Thursday, December 03, 2009

Funding the Afghan War: The Collision of Obama's Foreign and Domestic Policies

On Tuesday, December 1, 2009, at West Point Academy, President Obama announced his much anticipated plan for handling the war in Afghanistan. Obama detailed his plan to send an additional 30,000 U.S. troops to Afghanistan by summer 2010 and to start withdrawing troops in July of 2011. While this announcement helped to quell the buzz about what actions are to be taken in Afghanistan, it initiated yet another equally heated debate over the funding of Obama’s plan. Up from $43 billion in 2008 and $55 billion in 2009, the estimated cost of the war in Afghanistan is expected to reach $100 billion in 2010 with Obama’s plan, increasing the overall cost of the Iraq and Afghanistan wars to nearly $1 trillion.
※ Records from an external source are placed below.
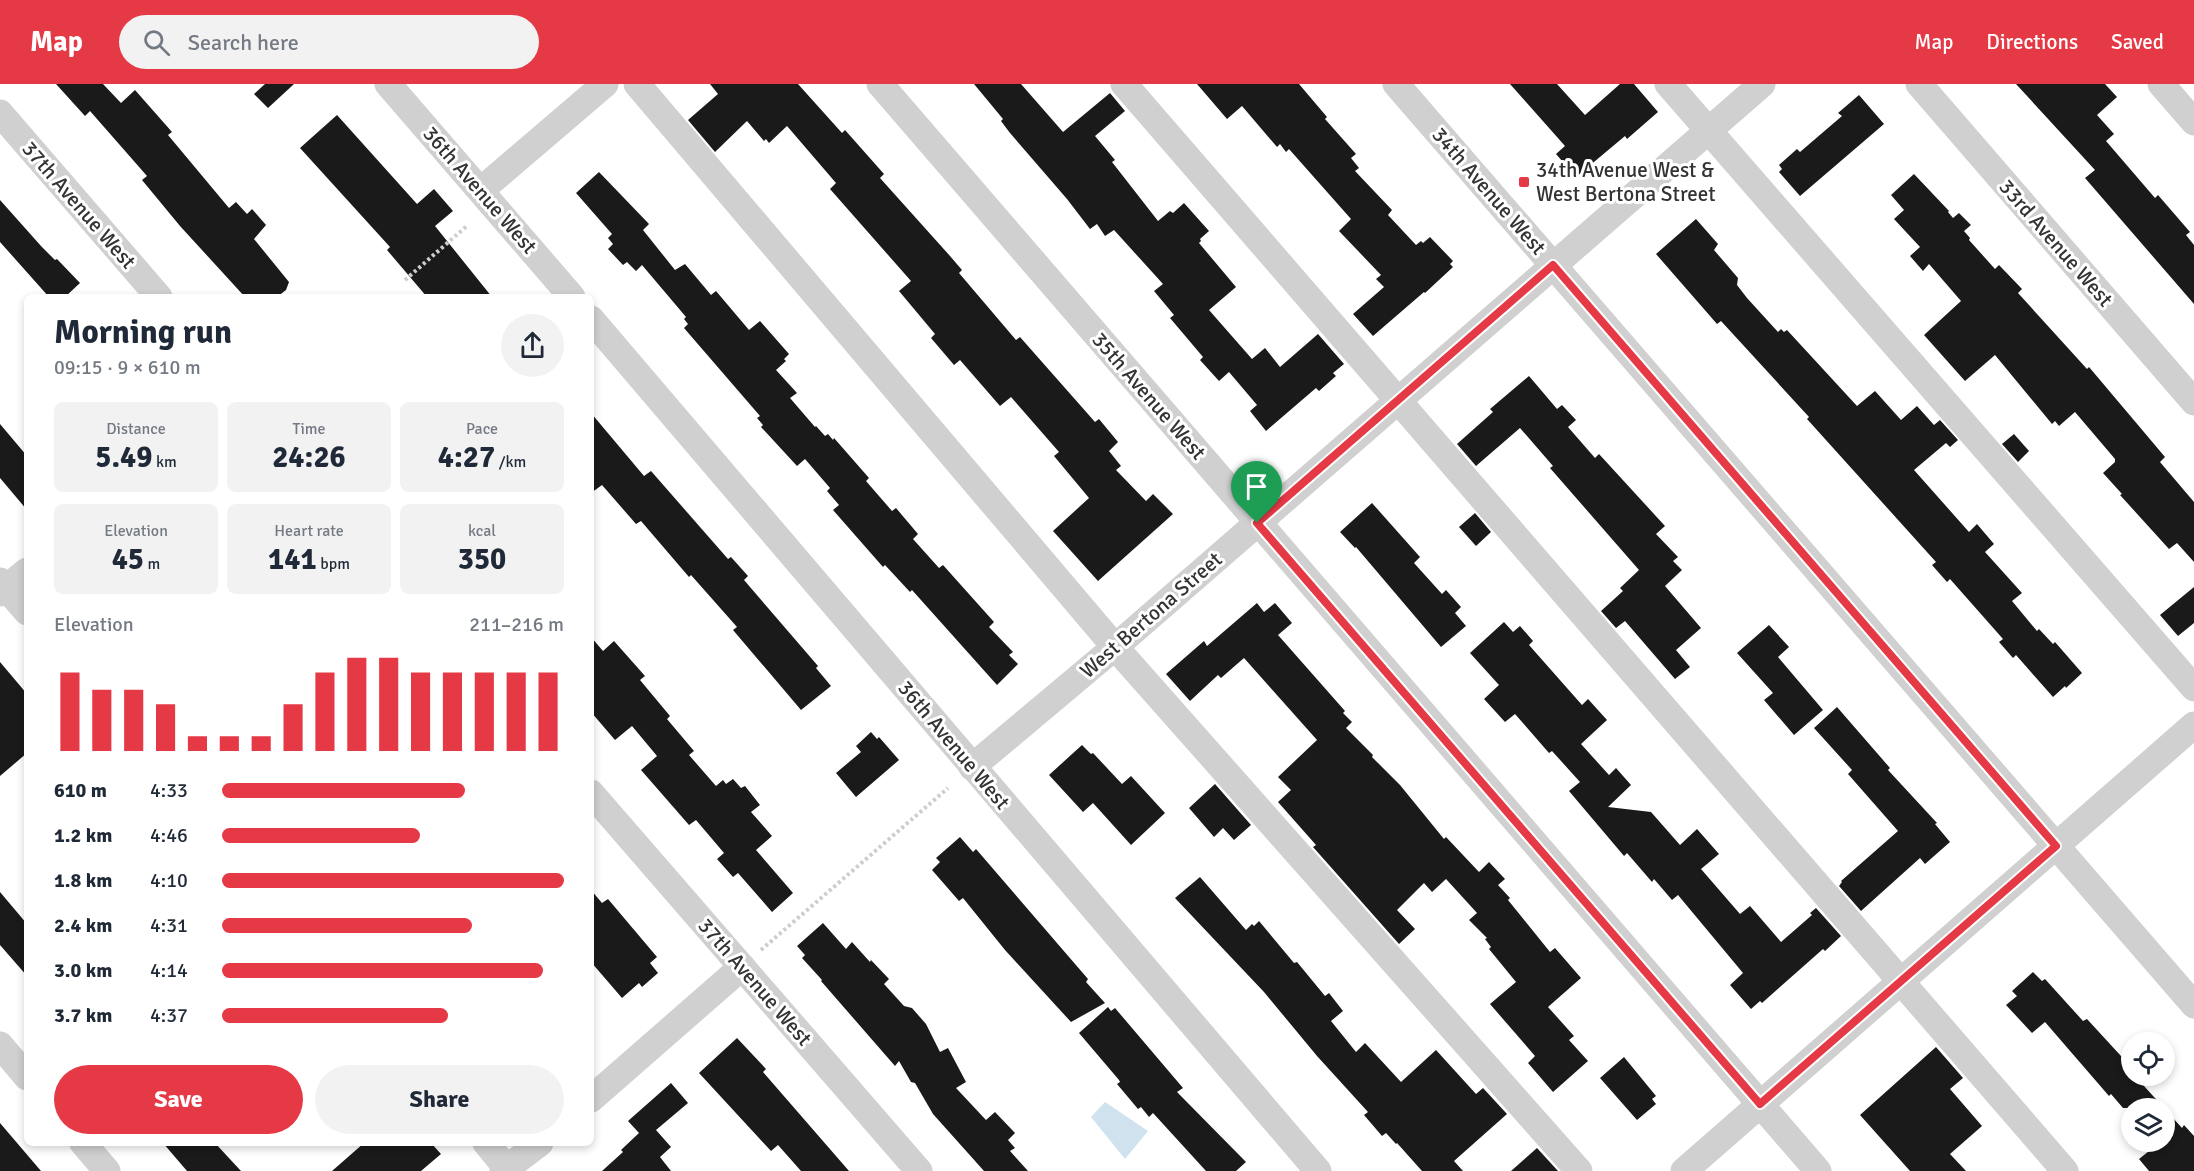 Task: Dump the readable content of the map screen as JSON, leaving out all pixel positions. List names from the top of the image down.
{
  "streets": {
    "street": [
      "36th Avenue West",
      "34th Avenue West",
      "37th Avenue West",
      "33rd Avenue West",
      "35th Avenue West",
      "West Bertona Street"
    ]
  },
  "crossings": [
    ["36th Avenue West", "West Bertona Street"],
    ["34th Avenue West", "West Bertona Street"],
    ["35th Avenue West", "West Bertona Street"]
  ],
  "places": {
    "transit": ["34th Avenue West & West Bertona Street"]
  },
  "page": {
    "header": "Map",
    "search": "Search here",
    "nav": ["Map", "Directions", "Saved"],
    "heading": ["Morning run", "09:15 · 9 × 610 m"],
    "stats": [
      ["Distance", "5.49 km"],
      ["Time", "24:26"],
      ["Pace", "4:27 /km"],
      ["Elevation", "45 m"],
      ["Heart rate", "141 bpm"],
      ["kcal", "350"]
    ],
    "chart": ["Elevation", "211–216 m"],
    "list": [
      {
        "name": "610 m",
        "note": "4:33"
      },
      {
        "name": "1.2 km",
        "note": "4:46"
      },
      {
        "name": "1.8 km",
        "note": "4:10"
      },
      {
        "name": "2.4 km",
        "note": "4:31"
      },
      {
        "name": "3.0 km",
        "note": "4:14"
      },
      {
        "name": "3.7 km",
        "note": "4:37"
      }
    ],
    "buttons": ["Save", "Share"]
  }
} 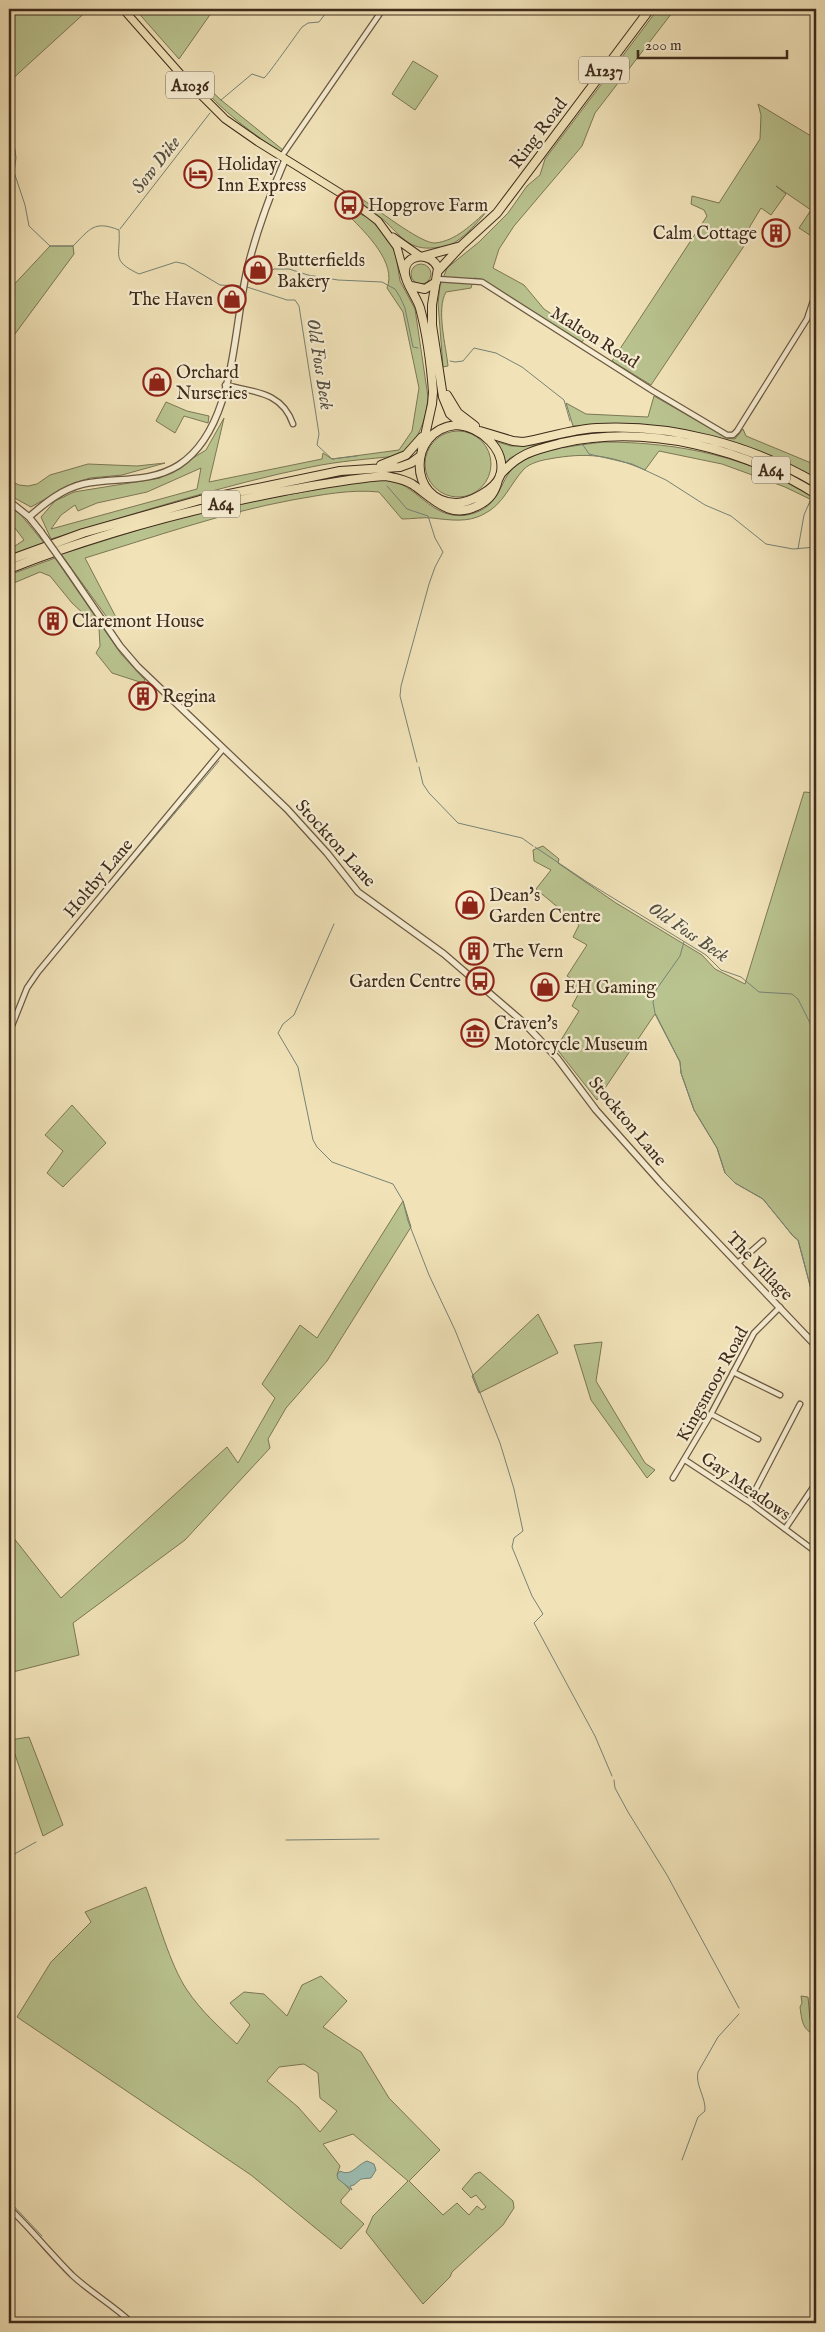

While President Obama is demonstrating his power of the sword, the current economic situation is forcing President Obama and Congress to evoke their power of the purse very wisely to fund these military actions. The Republicans of Congress, rejecting proposals for increased taxes, support cutting back funds to federal agencies and/or using unspent stimulus funds to pay for the increased military spending while Democrats are pushing for a new “war surtax” with the fear that the new military spending may take away from much-needed domestic spending.

With Aaron Wildavsky’s classic concept of one U.S. president but “two presidencies,” one concerned with domestic affairs while the other handles foreign policy, in mind, it seems that President Obama’s two presidencies are clashing in competition for funding. With the U.S. in a bad recession and a war in need of a new direction in Afghanistan, it seems our President Obama is stuck between a rock and a hard place as far as funding his policies is concerned. Should he take away funding from his domestic economic stimulus policy to fund our Afghan efforts or should the burden be placed on the millions of American citizens that are struggling in the midst of the very recession his domestic policy is attempting to eradicate? The concept of two presidencies that has always described the success of the president in each sphere now represents one of his most pressing dilemmas.